▶ **The problem**
Search the entries below for "where" and copy each matching line.

▶ **The data**
———

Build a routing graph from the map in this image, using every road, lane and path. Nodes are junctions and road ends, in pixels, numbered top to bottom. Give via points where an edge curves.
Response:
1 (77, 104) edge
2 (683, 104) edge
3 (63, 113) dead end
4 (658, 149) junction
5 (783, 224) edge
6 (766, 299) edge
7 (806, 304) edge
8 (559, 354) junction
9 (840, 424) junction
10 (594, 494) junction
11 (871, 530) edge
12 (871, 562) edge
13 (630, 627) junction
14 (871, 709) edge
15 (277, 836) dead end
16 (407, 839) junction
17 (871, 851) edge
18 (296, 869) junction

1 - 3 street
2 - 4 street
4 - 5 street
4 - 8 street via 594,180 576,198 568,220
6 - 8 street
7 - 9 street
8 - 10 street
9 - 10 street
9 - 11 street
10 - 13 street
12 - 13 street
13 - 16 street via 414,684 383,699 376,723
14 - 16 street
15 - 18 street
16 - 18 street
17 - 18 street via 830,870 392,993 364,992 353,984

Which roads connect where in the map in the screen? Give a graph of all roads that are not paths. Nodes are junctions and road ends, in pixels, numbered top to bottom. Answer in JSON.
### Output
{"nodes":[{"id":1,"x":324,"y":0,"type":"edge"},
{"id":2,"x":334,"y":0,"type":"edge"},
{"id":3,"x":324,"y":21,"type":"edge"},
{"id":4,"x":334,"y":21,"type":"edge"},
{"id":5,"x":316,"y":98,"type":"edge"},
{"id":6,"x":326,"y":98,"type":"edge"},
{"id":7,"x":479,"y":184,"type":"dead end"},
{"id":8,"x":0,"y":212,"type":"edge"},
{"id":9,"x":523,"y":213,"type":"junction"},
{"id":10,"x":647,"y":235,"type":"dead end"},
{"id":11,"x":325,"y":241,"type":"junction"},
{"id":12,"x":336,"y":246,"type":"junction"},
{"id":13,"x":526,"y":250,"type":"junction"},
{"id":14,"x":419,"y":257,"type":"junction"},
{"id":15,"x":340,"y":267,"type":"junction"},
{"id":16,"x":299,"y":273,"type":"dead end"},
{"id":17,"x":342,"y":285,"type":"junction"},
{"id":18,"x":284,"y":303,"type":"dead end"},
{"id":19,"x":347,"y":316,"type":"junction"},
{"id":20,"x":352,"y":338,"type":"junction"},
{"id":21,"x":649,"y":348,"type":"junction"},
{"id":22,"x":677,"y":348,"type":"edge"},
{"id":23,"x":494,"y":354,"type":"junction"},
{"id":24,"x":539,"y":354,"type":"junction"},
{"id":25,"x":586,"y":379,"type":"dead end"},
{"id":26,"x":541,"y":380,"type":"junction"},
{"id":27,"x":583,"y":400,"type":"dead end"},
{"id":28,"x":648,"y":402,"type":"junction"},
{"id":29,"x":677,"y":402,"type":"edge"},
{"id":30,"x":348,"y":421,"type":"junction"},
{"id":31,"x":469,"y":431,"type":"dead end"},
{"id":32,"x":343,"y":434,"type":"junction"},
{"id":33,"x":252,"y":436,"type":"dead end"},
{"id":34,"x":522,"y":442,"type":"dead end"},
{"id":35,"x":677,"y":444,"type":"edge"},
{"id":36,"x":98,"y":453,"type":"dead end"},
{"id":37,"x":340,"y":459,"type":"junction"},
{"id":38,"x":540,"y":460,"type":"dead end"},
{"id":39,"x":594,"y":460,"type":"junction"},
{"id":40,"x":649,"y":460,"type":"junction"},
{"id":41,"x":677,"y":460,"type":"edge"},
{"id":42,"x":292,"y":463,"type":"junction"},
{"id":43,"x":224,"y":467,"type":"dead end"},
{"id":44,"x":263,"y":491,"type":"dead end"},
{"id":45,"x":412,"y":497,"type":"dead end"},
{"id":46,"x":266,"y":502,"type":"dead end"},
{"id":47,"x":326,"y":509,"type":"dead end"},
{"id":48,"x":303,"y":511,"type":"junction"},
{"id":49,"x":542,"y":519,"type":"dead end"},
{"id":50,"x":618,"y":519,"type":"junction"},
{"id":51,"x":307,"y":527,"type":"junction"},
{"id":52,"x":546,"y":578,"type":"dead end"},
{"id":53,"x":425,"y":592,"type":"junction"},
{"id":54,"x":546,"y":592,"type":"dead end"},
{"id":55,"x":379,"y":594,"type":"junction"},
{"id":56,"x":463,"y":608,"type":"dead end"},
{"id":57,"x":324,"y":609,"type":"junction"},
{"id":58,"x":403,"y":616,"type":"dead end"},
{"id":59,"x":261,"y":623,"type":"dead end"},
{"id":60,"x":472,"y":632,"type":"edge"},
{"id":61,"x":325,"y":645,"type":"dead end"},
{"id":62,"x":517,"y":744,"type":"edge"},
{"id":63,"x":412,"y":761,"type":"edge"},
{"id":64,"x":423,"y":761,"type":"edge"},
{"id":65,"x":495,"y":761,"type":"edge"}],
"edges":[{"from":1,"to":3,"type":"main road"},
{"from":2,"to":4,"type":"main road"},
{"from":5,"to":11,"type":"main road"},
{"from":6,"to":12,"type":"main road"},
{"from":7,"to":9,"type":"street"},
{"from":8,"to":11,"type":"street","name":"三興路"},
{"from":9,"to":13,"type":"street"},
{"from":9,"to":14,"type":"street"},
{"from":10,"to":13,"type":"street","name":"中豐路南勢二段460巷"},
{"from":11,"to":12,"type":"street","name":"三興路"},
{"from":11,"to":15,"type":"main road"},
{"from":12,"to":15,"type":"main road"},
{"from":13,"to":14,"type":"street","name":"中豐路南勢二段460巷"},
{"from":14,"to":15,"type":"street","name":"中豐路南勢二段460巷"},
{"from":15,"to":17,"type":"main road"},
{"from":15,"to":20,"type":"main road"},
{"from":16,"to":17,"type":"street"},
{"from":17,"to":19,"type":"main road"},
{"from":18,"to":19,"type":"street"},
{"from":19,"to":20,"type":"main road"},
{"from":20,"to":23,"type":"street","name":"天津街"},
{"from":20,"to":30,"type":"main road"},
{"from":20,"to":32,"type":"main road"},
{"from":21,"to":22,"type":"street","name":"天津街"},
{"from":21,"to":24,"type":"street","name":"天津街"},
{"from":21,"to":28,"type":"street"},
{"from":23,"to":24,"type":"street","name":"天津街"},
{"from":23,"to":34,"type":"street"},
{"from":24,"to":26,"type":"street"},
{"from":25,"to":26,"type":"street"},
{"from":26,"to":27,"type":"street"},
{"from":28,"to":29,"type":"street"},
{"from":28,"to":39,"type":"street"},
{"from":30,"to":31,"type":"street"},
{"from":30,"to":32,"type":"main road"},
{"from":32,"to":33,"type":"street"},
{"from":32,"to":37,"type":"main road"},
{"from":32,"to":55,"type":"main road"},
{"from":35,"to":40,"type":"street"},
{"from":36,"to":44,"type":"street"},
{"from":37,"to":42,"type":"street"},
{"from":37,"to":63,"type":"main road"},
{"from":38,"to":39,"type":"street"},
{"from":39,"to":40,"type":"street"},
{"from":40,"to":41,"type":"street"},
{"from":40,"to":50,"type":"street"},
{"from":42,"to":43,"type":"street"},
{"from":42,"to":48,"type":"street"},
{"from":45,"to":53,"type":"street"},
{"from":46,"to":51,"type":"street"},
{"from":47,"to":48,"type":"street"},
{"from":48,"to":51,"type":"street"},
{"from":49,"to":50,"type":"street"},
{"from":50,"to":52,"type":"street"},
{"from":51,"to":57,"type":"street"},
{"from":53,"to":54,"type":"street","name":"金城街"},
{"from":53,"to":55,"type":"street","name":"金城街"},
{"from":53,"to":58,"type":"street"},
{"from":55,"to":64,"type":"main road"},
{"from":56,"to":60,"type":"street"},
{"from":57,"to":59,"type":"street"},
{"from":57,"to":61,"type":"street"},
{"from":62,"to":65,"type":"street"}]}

———

▶ **Exercise answer**
Build a routing graph from the map in this image, using every road, lane and path. Nodes are junctions and road ends, in pixels, numbered top to bottom. Give via points where an edge curves.
Which roads connect where in the map in the screen? Give a graph of all roads that are not paths. Nodes are junctions and road ends, in pixels, numbered top to bottom. Answer in JSON.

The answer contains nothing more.